I wonder if it's really just the darts that aren't original, then. The bike tubes are jointed by brazed internal lugs, giving the joint a cleaner look than pretty much any other method of joinery with virtually no fillet visible. The black paint just sort of ends right where the painted tube mates to the head tube so that it looks almost as if the tubes were pre-painted and someone assembled the frame for fitting before welding up. I hope that makes sense. When I built my "what if" Major Taylor Centennial Iver Johnson (reworked Specialized Allez), I had trouble figuring out how to replicate this where the paint met the polished aluminum head tube as the joints of the aluminum frame are TIG welded and, therefore, have a fillet with no clear cutoff like the real thing has.

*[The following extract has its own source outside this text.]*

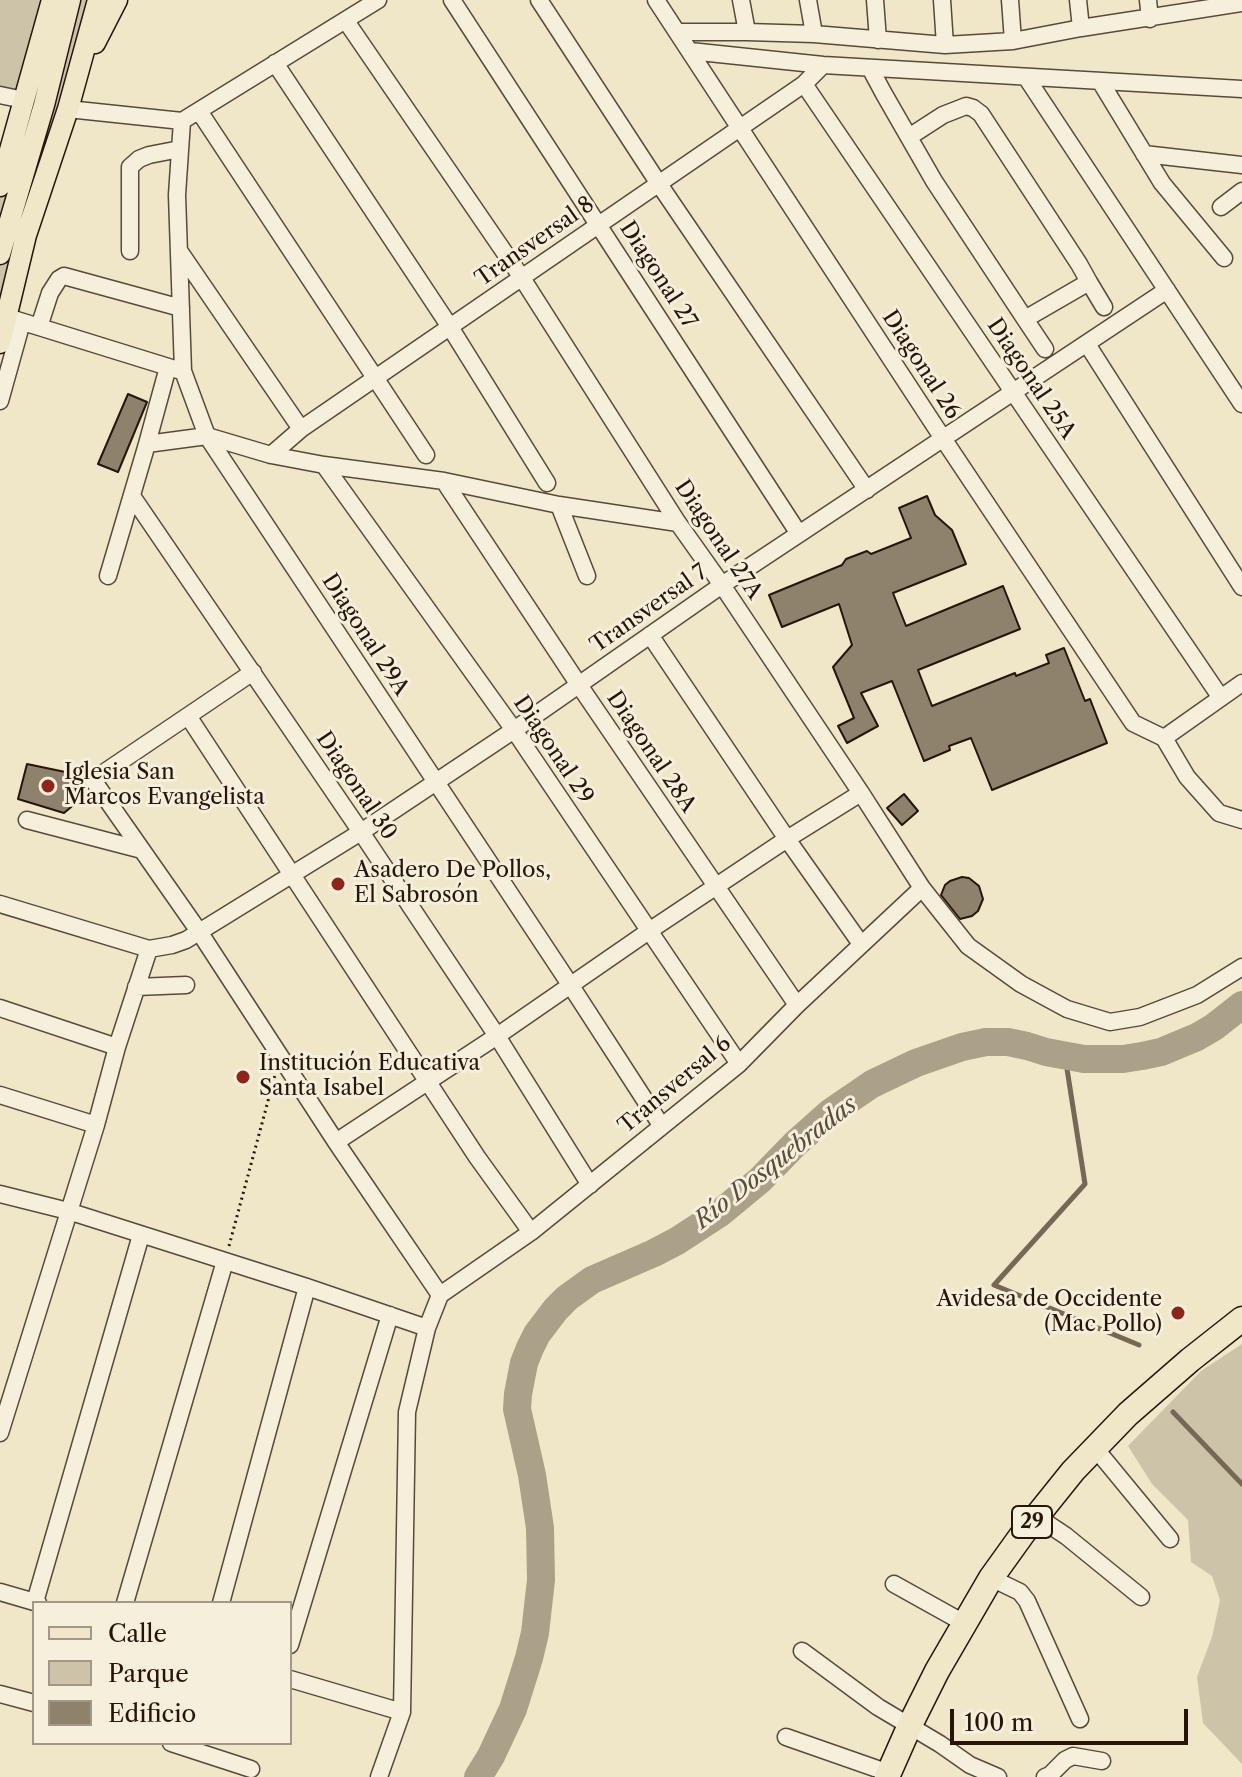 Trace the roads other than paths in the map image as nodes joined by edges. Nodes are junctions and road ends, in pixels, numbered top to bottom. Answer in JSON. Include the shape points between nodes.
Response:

For the bottom bracket tool, I used a thick paint scraper the same width as the crank nut slot, ground off the chiseled edge, and made a notch in the center to clear the bolt. Then I laid the bike down and pushed the tool into the slot to prevent it from slipping and stripping it like a flat head screwdriver while turning it with a vise grip clamped to the side of the blade as close to the nut as I could get it. Wasn't nearly as difficult as I thought it would be and I remember thinking at how clever it was. I can't remember if the crank nut was left- or right-hand thread now and I don't remember how I got the thing apart, but I can say that I didn't need a gear puller like I thought I would. IIRC, the crank is two pieces with the axle joined in the center with a larger diameter finger joint. I think the knurled nut at the BB needed to be unscrewed and it might have been reverse threaded . . . you know, what? Don't go by my memory, there's got to be a legit guide somewhere on how to do it.

I'm interested in hearing what your friend with the horse saddles thinks, though horse saddles are supported and bike saddles stretched, so I'm not sure if they'll have the same solution, but even if you could get it to look good, you could use it for shows. (Not that I get to many shows, but that's what I do with my original Troxel, which is a pan seat, so it isn't supported by the stretched leather. I did ride it a few times, but the leather started to tear at the stitching, so I stopped. Was more comfortable than I thought it would be.)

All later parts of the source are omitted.